About this task »
Each line below should be restated word for word.

Records supplied »
▶
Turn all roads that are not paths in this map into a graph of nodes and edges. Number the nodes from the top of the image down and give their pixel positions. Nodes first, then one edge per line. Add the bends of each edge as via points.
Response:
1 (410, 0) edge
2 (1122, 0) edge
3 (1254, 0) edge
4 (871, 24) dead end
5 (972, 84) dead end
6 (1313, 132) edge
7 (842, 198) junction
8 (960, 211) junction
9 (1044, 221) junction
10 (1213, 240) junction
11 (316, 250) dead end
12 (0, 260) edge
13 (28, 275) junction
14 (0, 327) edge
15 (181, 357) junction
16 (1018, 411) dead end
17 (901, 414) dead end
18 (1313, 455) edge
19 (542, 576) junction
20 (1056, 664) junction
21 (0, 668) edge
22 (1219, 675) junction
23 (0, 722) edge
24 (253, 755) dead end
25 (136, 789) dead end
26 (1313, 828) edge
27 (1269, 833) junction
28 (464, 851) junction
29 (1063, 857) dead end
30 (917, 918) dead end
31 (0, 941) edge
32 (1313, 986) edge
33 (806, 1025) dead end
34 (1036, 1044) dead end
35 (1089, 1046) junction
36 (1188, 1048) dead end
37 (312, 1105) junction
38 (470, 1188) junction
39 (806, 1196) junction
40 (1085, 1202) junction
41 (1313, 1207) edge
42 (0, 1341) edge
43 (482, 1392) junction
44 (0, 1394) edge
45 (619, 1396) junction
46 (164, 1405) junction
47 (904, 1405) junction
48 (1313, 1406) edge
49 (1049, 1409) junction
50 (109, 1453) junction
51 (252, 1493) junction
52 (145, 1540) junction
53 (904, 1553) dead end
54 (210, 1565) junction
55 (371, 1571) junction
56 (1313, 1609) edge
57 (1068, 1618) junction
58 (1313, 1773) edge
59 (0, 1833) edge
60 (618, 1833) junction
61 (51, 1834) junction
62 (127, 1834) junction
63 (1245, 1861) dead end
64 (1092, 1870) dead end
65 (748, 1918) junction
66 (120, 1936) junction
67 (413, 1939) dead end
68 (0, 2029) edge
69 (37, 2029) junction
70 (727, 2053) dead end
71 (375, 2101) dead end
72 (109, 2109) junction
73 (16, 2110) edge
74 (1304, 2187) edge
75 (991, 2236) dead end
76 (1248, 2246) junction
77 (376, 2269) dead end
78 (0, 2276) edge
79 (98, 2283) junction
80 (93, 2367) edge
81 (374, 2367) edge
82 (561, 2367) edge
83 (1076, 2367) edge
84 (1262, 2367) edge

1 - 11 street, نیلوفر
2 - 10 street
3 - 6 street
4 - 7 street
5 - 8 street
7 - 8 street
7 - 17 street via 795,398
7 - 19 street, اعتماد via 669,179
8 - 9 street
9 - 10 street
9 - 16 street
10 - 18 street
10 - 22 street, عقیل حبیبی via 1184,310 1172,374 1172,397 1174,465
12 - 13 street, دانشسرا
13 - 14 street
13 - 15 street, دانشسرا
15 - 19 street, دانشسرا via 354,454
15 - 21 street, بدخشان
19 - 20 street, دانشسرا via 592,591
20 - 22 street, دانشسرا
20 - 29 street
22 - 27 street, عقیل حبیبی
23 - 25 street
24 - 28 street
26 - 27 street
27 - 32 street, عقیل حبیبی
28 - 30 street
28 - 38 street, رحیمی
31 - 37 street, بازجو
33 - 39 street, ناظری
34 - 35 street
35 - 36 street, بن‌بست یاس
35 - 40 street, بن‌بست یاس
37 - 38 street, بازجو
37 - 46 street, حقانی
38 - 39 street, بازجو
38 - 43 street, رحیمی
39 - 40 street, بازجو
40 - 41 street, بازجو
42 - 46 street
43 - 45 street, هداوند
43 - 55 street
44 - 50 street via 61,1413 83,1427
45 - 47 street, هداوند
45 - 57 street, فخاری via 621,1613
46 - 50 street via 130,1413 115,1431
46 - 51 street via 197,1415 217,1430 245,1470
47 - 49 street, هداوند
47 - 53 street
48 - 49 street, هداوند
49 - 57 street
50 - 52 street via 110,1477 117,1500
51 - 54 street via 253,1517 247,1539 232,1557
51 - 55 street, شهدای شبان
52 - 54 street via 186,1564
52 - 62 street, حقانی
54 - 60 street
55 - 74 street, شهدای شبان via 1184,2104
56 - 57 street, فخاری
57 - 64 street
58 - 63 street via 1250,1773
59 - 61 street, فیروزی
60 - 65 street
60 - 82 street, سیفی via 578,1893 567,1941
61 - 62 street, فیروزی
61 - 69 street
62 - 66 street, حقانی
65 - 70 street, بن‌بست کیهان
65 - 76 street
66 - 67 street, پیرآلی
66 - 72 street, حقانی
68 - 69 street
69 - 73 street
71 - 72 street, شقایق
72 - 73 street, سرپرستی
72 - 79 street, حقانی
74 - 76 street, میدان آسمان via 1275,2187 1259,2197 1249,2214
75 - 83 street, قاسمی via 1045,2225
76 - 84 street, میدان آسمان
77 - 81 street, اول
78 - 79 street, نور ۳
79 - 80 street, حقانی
◀
Reply »
Turn all roads that are not paths in this map into a graph of nodes and edges. Number the nodes from the top of the image down and give their pixel positions. Nodes first, then one edge per line. Add the bends of each edge as via points.
Response:
1 (410, 0) edge
2 (1122, 0) edge
3 (1254, 0) edge
4 (871, 24) dead end
5 (972, 84) dead end
6 (1313, 132) edge
7 (842, 198) junction
8 (960, 211) junction
9 (1044, 221) junction
10 (1213, 240) junction
11 (316, 250) dead end
12 (0, 260) edge
13 (28, 275) junction
14 (0, 327) edge
15 (181, 357) junction
16 (1018, 411) dead end
17 (901, 414) dead end
18 (1313, 455) edge
19 (542, 576) junction
20 (1056, 664) junction
21 (0, 668) edge
22 (1219, 675) junction
23 (0, 722) edge
24 (253, 755) dead end
25 (136, 789) dead end
26 (1313, 828) edge
27 (1269, 833) junction
28 (464, 851) junction
29 (1063, 857) dead end
30 (917, 918) dead end
31 (0, 941) edge
32 (1313, 986) edge
33 (806, 1025) dead end
34 (1036, 1044) dead end
35 (1089, 1046) junction
36 (1188, 1048) dead end
37 (312, 1105) junction
38 (470, 1188) junction
39 (806, 1196) junction
40 (1085, 1202) junction
41 (1313, 1207) edge
42 (0, 1341) edge
43 (482, 1392) junction
44 (0, 1394) edge
45 (619, 1396) junction
46 (164, 1405) junction
47 (904, 1405) junction
48 (1313, 1406) edge
49 (1049, 1409) junction
50 (109, 1453) junction
51 (252, 1493) junction
52 (145, 1540) junction
53 (904, 1553) dead end
54 (210, 1565) junction
55 (371, 1571) junction
56 (1313, 1609) edge
57 (1068, 1618) junction
58 (1313, 1773) edge
59 (0, 1833) edge
60 (618, 1833) junction
61 (51, 1834) junction
62 (127, 1834) junction
63 (1245, 1861) dead end
64 (1092, 1870) dead end
65 (748, 1918) junction
66 (120, 1936) junction
67 (413, 1939) dead end
68 (0, 2029) edge
69 (37, 2029) junction
70 (727, 2053) dead end
71 (375, 2101) dead end
72 (109, 2109) junction
73 (16, 2110) edge
74 (1304, 2187) edge
75 (991, 2236) dead end
76 (1248, 2246) junction
77 (376, 2269) dead end
78 (0, 2276) edge
79 (98, 2283) junction
80 (93, 2367) edge
81 (374, 2367) edge
82 (561, 2367) edge
83 (1076, 2367) edge
84 (1262, 2367) edge

1 - 11 street, نیلوفر
2 - 10 street
3 - 6 street
4 - 7 street
5 - 8 street
7 - 8 street
7 - 17 street via 795,398
7 - 19 street, اعتماد via 669,179
8 - 9 street
9 - 10 street
9 - 16 street
10 - 18 street
10 - 22 street, عقیل حبیبی via 1184,310 1172,374 1172,397 1174,465
12 - 13 street, دانشسرا
13 - 14 street
13 - 15 street, دانشسرا
15 - 19 street, دانشسرا via 354,454
15 - 21 street, بدخشان
19 - 20 street, دانشسرا via 592,591
20 - 22 street, دانشسرا
20 - 29 street
22 - 27 street, عقیل حبیبی
23 - 25 street
24 - 28 street
26 - 27 street
27 - 32 street, عقیل حبیبی
28 - 30 street
28 - 38 street, رحیمی
31 - 37 street, بازجو
33 - 39 street, ناظری
34 - 35 street
35 - 36 street, بن‌بست یاس
35 - 40 street, بن‌بست یاس
37 - 38 street, بازجو
37 - 46 street, حقانی
38 - 39 street, بازجو
38 - 43 street, رحیمی
39 - 40 street, بازجو
40 - 41 street, بازجو
42 - 46 street
43 - 45 street, هداوند
43 - 55 street
44 - 50 street via 61,1413 83,1427
45 - 47 street, هداوند
45 - 57 street, فخاری via 621,1613
46 - 50 street via 130,1413 115,1431
46 - 51 street via 197,1415 217,1430 245,1470
47 - 49 street, هداوند
47 - 53 street
48 - 49 street, هداوند
49 - 57 street
50 - 52 street via 110,1477 117,1500
51 - 54 street via 253,1517 247,1539 232,1557
51 - 55 street, شهدای شبان
52 - 54 street via 186,1564
52 - 62 street, حقانی
54 - 60 street
55 - 74 street, شهدای شبان via 1184,2104
56 - 57 street, فخاری
57 - 64 street
58 - 63 street via 1250,1773
59 - 61 street, فیروزی
60 - 65 street
60 - 82 street, سیفی via 578,1893 567,1941
61 - 62 street, فیروزی
61 - 69 street
62 - 66 street, حقانی
65 - 70 street, بن‌بست کیهان
65 - 76 street
66 - 67 street, پیرآلی
66 - 72 street, حقانی
68 - 69 street
69 - 73 street
71 - 72 street, شقایق
72 - 73 street, سرپرستی
72 - 79 street, حقانی
74 - 76 street, میدان آسمان via 1275,2187 1259,2197 1249,2214
75 - 83 street, قاسمی via 1045,2225
76 - 84 street, میدان آسمان
77 - 81 street, اول
78 - 79 street, نور ۳
79 - 80 street, حقانی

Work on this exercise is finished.